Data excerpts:
= = = = = = =

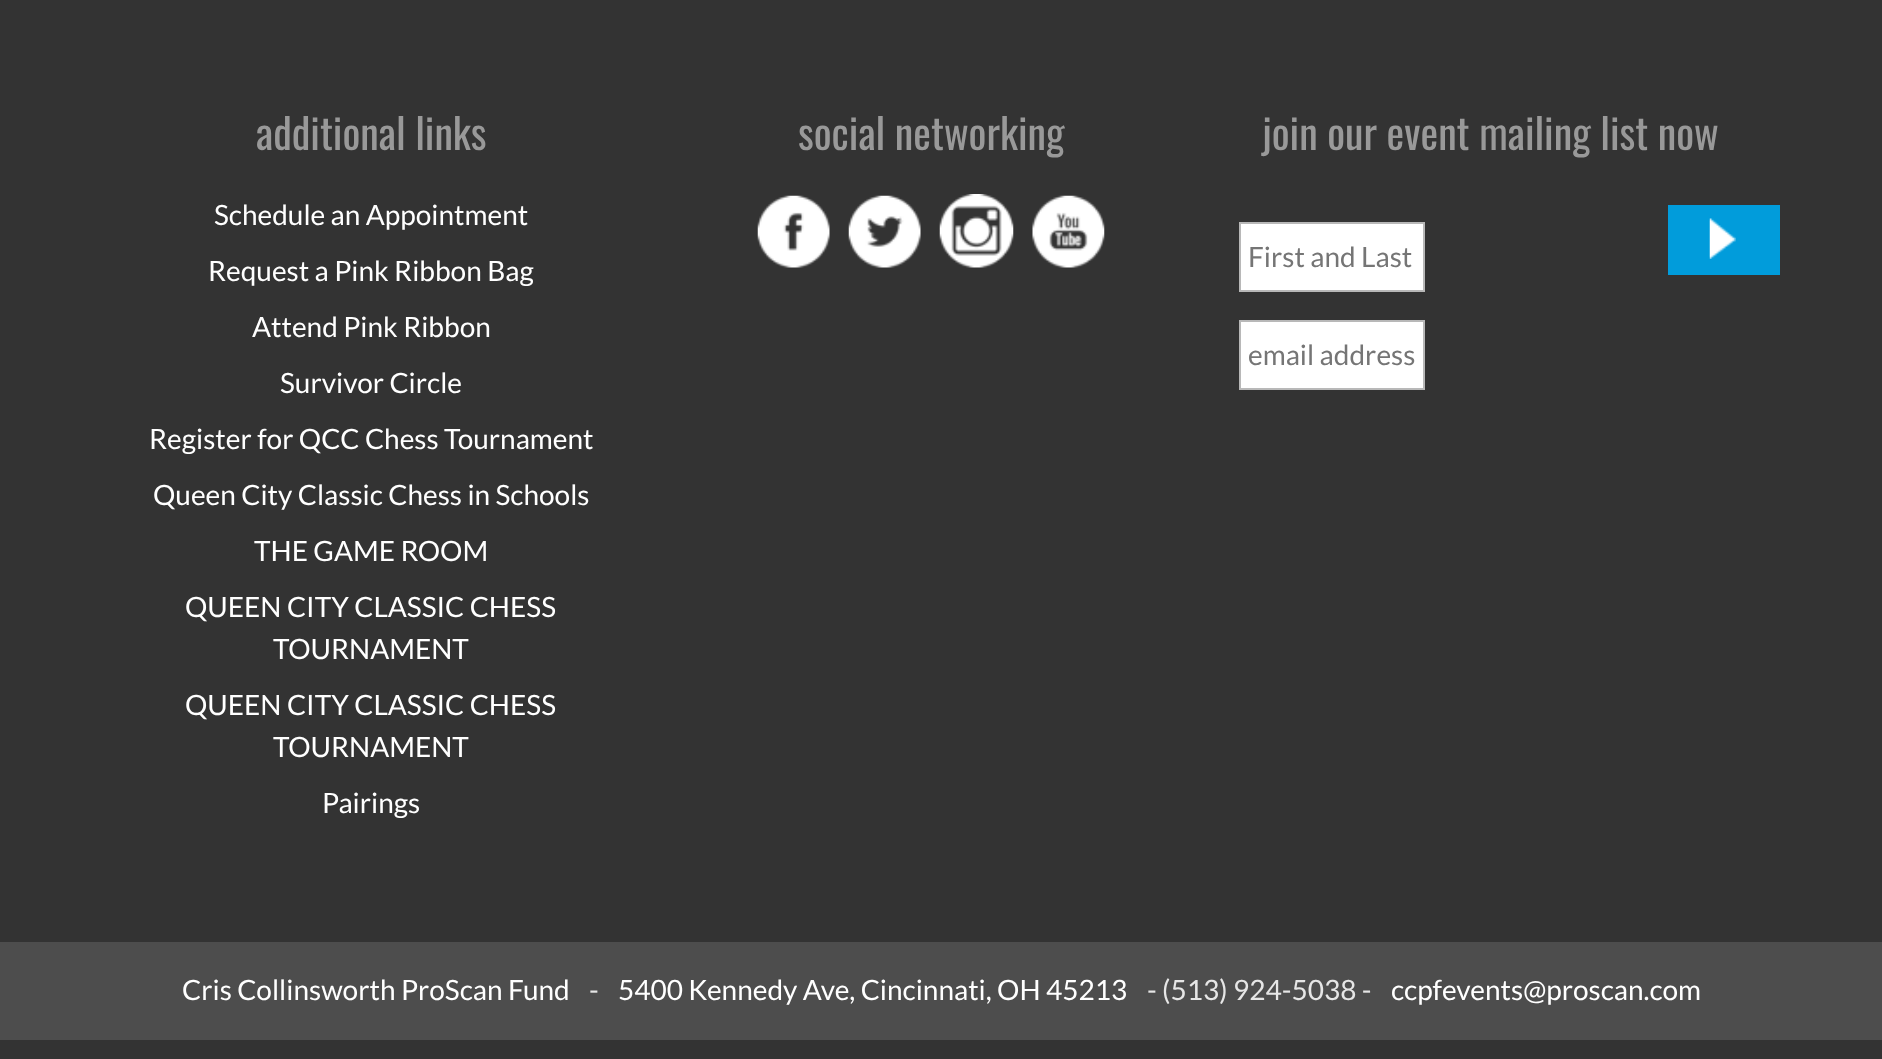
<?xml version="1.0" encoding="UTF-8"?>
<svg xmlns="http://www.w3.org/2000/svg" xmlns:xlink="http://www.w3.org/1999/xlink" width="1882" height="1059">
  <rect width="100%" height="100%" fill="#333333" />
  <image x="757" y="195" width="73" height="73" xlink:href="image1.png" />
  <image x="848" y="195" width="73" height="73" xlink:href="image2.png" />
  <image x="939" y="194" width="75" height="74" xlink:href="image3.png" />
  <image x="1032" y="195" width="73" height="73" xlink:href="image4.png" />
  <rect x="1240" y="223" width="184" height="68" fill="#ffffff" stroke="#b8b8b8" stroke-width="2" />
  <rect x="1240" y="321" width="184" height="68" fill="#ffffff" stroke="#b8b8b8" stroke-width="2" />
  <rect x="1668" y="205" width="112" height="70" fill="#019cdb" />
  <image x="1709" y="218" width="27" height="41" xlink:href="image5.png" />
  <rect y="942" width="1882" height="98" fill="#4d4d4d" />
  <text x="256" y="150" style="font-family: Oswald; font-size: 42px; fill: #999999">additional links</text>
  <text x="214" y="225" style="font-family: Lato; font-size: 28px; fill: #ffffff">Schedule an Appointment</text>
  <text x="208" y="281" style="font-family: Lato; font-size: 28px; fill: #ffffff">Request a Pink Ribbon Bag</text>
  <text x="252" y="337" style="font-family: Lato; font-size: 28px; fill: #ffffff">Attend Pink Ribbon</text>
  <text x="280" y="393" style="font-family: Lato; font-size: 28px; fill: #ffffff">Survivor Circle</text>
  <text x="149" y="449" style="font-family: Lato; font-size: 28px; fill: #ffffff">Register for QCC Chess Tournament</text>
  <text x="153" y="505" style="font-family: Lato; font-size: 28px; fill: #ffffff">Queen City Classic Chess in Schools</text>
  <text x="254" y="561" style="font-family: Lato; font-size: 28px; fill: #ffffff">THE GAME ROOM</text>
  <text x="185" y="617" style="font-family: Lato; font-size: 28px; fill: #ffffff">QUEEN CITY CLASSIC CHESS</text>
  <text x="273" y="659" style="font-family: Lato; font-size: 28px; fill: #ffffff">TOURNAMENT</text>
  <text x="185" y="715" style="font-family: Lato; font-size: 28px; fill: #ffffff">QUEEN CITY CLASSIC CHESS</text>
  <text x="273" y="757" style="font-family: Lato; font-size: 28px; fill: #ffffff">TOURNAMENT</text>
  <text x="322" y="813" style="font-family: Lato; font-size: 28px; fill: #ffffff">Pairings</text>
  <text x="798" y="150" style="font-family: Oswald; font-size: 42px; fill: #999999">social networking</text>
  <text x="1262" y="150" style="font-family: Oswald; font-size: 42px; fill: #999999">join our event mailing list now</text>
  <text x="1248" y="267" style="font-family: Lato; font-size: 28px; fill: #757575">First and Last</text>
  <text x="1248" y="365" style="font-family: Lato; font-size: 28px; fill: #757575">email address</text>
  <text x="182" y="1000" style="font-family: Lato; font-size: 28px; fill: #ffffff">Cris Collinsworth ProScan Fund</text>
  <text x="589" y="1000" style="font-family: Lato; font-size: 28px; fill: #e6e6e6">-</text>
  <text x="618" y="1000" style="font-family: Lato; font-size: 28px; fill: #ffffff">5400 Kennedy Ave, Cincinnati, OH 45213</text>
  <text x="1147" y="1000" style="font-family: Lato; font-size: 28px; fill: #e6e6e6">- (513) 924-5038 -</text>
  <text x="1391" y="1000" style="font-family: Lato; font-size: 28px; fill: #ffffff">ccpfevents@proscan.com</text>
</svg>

= = = = = = =

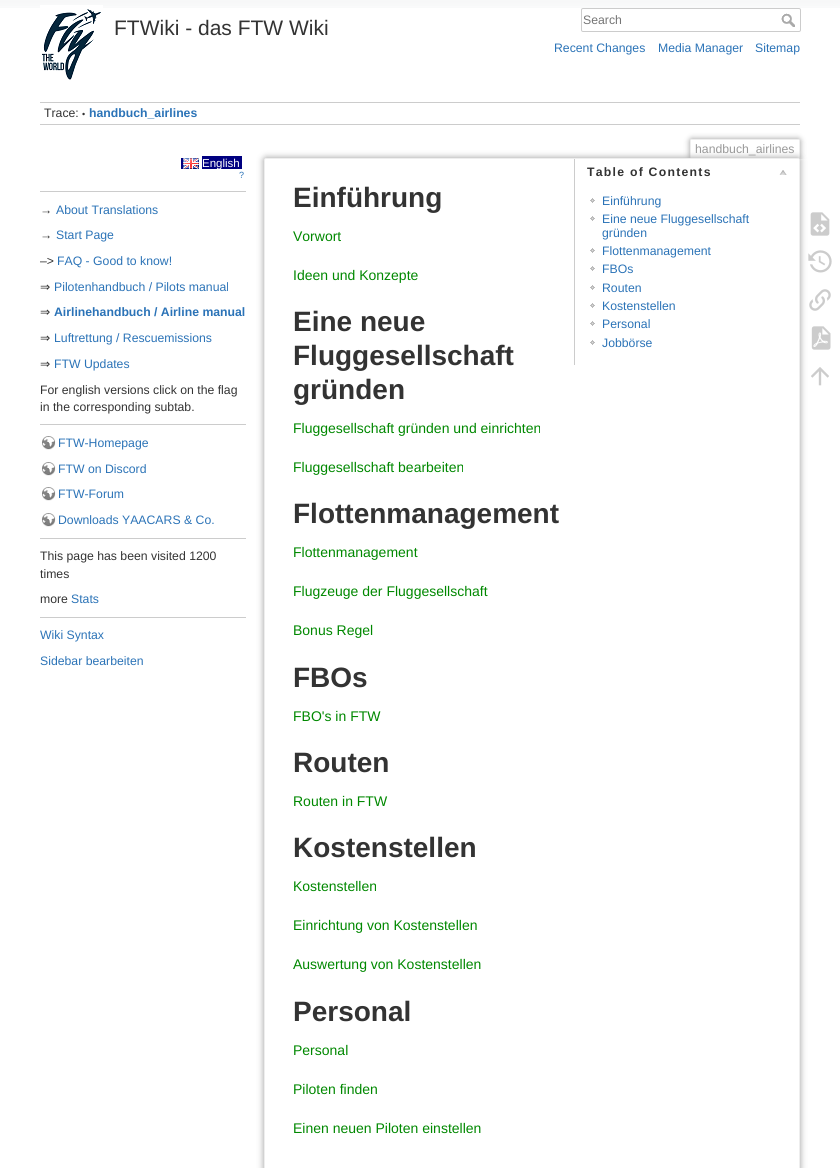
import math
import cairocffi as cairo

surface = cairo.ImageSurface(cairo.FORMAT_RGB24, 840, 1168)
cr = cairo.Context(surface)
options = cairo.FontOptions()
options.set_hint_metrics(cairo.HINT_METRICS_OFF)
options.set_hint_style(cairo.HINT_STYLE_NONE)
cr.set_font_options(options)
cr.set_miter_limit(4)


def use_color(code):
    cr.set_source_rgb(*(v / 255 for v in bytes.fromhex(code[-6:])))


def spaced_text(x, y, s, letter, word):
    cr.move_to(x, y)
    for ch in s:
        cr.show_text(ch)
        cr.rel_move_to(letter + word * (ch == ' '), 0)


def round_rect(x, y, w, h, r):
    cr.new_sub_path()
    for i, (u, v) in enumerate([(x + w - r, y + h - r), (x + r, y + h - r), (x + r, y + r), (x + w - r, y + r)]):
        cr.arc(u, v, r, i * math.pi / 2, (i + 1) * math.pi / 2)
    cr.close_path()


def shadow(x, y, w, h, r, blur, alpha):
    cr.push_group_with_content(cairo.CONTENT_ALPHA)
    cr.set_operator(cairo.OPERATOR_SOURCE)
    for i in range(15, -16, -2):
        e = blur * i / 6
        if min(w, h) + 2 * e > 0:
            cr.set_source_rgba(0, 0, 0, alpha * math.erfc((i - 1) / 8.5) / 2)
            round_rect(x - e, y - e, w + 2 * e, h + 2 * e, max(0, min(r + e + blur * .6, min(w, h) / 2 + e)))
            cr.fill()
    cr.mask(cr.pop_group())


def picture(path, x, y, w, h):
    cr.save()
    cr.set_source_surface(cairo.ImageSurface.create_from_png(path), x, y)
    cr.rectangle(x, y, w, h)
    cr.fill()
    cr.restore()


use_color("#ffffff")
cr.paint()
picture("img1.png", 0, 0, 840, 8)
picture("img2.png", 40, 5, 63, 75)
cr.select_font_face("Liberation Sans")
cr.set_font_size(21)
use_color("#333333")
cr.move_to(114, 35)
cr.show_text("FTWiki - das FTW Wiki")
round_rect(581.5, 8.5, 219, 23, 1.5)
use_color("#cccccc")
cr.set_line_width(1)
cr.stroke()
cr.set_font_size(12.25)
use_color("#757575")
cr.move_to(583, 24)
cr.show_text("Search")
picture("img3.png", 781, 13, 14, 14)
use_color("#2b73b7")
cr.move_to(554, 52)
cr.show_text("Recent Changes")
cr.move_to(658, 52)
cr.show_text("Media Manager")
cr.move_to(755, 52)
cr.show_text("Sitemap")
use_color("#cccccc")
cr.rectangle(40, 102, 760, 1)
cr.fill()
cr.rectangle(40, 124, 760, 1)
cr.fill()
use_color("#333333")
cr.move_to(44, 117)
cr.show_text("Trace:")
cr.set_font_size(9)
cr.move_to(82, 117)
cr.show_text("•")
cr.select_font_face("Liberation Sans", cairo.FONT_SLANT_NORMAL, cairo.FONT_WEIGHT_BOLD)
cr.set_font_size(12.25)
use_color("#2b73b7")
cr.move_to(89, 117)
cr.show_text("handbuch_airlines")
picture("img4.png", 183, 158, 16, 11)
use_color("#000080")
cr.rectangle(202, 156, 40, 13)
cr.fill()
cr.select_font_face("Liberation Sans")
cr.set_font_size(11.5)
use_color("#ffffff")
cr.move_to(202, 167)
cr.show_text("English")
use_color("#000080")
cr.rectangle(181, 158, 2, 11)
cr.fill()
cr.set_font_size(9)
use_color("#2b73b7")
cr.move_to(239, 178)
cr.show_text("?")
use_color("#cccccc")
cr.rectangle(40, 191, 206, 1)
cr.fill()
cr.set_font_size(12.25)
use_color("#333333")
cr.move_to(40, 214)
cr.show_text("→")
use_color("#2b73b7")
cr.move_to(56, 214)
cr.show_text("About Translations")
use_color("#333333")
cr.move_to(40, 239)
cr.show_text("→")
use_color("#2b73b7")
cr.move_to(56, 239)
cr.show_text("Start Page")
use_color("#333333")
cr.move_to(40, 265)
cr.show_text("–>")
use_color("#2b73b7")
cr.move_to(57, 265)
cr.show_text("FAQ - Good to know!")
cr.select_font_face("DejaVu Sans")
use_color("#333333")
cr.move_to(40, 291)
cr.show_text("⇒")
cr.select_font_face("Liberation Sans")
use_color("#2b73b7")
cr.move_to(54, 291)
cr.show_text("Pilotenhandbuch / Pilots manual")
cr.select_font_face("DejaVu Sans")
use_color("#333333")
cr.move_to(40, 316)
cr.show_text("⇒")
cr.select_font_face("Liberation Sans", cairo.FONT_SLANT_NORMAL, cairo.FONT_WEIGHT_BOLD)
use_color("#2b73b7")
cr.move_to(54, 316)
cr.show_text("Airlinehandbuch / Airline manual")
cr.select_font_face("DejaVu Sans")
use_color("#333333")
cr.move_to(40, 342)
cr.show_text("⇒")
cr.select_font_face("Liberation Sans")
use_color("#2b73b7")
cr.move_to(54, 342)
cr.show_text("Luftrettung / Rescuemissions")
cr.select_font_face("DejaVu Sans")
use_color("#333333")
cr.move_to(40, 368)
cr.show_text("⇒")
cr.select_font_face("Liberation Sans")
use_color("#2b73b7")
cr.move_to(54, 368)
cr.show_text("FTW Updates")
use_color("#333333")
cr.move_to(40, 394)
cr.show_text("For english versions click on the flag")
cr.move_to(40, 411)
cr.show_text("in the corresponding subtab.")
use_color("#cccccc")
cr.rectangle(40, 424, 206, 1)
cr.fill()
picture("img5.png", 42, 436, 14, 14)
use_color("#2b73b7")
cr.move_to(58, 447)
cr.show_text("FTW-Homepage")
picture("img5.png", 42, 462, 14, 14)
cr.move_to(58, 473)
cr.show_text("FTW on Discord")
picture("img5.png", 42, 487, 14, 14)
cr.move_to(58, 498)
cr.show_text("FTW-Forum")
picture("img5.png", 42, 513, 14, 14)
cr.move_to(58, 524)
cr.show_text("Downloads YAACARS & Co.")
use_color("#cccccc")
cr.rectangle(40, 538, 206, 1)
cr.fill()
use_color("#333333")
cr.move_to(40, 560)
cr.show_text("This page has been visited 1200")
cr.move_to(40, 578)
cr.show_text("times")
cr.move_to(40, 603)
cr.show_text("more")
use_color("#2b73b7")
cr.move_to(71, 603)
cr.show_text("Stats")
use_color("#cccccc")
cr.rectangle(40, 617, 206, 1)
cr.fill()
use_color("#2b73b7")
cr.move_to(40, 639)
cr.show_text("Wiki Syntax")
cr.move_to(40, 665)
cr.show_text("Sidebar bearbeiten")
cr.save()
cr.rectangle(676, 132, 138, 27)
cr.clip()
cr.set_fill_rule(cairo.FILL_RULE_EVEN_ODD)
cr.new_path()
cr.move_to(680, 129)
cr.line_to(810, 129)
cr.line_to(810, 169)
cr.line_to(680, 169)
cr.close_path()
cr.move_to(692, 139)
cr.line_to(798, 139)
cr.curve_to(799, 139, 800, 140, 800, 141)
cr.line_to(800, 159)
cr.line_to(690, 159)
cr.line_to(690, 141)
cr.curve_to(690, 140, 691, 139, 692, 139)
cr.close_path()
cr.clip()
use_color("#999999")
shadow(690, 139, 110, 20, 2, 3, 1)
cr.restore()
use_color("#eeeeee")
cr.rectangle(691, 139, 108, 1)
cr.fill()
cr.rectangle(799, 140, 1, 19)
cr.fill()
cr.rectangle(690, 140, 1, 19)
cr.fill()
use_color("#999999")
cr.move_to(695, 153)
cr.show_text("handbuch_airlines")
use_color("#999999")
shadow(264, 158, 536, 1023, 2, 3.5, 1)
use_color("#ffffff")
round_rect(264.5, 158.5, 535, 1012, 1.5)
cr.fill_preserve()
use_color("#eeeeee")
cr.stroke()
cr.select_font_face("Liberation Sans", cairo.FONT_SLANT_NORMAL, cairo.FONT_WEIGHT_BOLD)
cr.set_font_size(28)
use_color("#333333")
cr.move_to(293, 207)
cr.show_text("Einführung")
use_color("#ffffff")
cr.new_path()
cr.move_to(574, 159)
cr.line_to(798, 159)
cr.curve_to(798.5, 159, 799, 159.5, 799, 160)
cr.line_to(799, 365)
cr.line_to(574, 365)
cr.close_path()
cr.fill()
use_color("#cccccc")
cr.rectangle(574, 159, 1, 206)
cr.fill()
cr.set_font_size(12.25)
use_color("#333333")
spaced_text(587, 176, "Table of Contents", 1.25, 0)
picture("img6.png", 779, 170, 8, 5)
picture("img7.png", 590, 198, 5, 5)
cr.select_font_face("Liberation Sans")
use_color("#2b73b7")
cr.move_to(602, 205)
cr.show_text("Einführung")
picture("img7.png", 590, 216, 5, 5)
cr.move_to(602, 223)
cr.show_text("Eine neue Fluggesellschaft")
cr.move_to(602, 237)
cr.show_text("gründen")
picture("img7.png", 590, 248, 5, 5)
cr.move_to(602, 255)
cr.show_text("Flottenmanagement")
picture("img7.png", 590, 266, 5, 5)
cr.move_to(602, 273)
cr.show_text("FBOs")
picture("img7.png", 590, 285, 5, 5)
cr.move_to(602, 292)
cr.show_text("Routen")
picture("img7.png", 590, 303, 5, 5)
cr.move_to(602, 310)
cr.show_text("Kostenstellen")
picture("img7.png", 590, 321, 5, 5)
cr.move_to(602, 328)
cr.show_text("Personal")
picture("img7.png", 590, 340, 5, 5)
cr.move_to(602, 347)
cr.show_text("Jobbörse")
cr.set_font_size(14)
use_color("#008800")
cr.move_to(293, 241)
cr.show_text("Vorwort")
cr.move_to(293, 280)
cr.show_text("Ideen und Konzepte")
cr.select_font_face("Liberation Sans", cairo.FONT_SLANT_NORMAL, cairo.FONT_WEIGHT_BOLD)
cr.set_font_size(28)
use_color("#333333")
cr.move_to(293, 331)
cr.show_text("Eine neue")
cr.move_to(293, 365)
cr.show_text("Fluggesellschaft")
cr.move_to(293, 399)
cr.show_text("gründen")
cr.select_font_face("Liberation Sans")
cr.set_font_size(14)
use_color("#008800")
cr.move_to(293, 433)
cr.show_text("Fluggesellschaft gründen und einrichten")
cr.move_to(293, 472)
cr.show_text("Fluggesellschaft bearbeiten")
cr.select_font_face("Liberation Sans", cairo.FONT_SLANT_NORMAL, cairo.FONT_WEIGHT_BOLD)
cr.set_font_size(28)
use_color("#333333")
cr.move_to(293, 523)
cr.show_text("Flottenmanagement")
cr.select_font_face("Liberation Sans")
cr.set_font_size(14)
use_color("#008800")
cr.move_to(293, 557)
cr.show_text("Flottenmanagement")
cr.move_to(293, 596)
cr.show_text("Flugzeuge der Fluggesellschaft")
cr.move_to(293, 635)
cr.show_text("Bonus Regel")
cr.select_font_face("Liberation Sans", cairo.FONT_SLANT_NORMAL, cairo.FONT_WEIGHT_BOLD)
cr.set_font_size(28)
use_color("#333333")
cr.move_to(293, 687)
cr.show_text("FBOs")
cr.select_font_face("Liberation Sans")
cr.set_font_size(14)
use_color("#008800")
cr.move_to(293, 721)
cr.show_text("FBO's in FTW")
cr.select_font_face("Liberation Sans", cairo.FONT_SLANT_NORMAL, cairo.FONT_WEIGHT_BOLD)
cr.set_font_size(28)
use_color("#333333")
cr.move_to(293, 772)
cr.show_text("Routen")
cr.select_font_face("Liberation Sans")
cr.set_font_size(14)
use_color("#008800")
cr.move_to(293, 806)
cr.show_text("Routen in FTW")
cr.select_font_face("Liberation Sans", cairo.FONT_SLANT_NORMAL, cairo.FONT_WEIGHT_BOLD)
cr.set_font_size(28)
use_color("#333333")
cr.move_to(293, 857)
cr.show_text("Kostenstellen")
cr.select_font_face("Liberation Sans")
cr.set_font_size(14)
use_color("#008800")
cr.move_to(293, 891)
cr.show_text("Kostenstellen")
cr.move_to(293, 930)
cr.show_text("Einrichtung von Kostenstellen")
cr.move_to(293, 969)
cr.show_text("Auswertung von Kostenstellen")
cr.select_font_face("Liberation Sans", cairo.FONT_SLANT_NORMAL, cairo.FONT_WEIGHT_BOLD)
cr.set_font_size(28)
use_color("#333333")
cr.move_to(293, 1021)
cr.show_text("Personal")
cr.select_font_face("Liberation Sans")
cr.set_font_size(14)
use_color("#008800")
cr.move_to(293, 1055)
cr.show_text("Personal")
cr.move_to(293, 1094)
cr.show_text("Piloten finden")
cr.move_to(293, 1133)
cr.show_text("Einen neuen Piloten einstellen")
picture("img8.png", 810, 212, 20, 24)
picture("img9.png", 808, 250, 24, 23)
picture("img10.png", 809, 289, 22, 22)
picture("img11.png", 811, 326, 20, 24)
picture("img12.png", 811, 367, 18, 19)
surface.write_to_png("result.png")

= = = = = = =

WORK TO COMPLETE :: Where a line of the records holds the word "import", copy that line.

YOUR RESPONSE ::
import math
import cairocffi as cairo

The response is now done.